FM: “No, for his birthday, some kid for his birthday or something …”

DM: “Maybe it’s JD in the freezer?”

FM: “No, we put JD – we put a cook half-naked in the freezer with Saran wrap and ketchup …”

DM: “… in his ears. And then we sent another busboy downstairs to get ice … so when he opened the freezer, all he saw was a dead body, wrapped in Saran wrap with blood in the ears. So he freaked. He actually took his stuff and never came back. He thought we were a Mafia restaurant.”

Clearly, the two enjoy playing practical jokes on their staff. But they walk a careful line between work and horseplay. Working at their restaurants means handling everything from tending the garden to sewing sausage bags to firing up the meat smoker. Every so often, they count on each other to play the role of bad cop to keep staff on their toes.

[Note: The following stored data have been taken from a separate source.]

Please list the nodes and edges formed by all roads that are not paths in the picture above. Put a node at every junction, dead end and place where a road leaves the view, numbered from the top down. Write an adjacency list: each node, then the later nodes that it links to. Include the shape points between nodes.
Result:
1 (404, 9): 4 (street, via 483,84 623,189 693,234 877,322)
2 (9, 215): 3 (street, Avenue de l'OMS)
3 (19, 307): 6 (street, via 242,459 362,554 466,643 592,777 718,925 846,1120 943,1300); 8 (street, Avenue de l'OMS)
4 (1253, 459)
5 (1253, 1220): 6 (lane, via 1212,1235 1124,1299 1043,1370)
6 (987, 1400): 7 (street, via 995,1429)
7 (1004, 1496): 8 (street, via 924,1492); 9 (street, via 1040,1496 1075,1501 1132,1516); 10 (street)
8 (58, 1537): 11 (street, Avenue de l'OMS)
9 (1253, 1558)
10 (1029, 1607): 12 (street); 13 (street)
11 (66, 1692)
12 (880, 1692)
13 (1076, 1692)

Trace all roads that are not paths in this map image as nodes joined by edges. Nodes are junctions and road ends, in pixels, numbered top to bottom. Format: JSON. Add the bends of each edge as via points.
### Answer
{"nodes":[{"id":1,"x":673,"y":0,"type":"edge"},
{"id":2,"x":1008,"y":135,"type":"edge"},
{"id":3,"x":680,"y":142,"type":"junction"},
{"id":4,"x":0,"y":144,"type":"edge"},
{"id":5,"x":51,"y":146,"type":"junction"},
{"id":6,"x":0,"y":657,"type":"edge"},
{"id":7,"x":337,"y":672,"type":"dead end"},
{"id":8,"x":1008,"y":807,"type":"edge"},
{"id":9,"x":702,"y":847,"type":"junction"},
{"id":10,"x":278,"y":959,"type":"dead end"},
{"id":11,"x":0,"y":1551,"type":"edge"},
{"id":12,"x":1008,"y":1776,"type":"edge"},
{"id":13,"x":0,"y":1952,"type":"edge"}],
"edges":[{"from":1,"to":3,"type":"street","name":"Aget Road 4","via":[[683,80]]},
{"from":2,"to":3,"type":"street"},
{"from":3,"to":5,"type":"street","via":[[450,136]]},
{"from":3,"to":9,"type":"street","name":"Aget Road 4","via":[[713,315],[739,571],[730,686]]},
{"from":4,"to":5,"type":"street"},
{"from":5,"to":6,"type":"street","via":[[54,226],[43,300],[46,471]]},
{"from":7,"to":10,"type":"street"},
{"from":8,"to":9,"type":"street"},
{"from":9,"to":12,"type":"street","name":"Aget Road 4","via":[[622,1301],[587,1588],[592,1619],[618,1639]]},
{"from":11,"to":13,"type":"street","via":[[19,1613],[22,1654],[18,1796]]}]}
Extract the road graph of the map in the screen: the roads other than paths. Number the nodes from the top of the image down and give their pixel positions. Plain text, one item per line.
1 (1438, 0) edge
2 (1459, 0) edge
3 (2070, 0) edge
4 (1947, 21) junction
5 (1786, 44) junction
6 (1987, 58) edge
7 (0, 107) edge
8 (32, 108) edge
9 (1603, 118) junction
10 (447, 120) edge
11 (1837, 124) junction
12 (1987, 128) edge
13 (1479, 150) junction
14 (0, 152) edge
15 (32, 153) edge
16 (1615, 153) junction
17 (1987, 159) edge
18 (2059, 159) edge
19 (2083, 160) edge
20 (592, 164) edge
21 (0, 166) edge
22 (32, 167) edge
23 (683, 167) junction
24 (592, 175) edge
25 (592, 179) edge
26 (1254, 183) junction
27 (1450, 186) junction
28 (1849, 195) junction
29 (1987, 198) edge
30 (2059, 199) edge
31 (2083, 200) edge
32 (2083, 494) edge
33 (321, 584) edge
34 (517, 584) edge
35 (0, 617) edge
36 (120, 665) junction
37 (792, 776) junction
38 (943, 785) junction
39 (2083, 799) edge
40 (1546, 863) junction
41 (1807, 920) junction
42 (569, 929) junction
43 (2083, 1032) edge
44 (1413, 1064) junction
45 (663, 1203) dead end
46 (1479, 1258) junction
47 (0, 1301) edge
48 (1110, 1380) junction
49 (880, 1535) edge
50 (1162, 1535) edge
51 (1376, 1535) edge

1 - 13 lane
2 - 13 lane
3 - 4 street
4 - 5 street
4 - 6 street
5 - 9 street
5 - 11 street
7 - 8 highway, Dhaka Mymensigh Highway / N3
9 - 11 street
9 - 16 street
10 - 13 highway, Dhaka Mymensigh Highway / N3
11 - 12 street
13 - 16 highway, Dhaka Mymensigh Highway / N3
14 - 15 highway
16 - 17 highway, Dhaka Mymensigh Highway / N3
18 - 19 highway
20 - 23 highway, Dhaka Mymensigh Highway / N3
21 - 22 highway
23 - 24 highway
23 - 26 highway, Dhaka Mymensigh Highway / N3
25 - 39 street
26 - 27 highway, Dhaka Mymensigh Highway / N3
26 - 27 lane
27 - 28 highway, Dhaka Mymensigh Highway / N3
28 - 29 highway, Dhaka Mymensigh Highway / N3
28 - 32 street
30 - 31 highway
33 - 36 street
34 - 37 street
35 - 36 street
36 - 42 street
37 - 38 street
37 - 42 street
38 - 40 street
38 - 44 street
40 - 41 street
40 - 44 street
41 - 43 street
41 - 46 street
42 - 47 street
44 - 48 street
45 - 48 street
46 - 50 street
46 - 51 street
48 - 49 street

“Instead of him having a confrontation with [a staff member], he’ll put it on my back,” Mr. McMillan says. “Which is fine because I put tons of stuff on his.”

Besides having each other to rely on, Mr. Morin and Mr. McMillan emphasize that their families keep them grounded. They may be among the few acclaimed chefs who don’t regard food as their top priority. It’s their families and their interests beyond the kitchen that keep them in good humour. Mr. Morin loves gardening and tinkering in his workshop; Mr. McMillan paints.

Each has two children, of whom they speak with blissful, almost rapturous, expressions. The abrupt change in their manners while discussing their domestic lives hints at what may be essential to their own art of living, and why they never want to get too big.

“What happens when you do that, your quality of life will suffer,” Mr. McMillan says. “I don’t want to do other things.”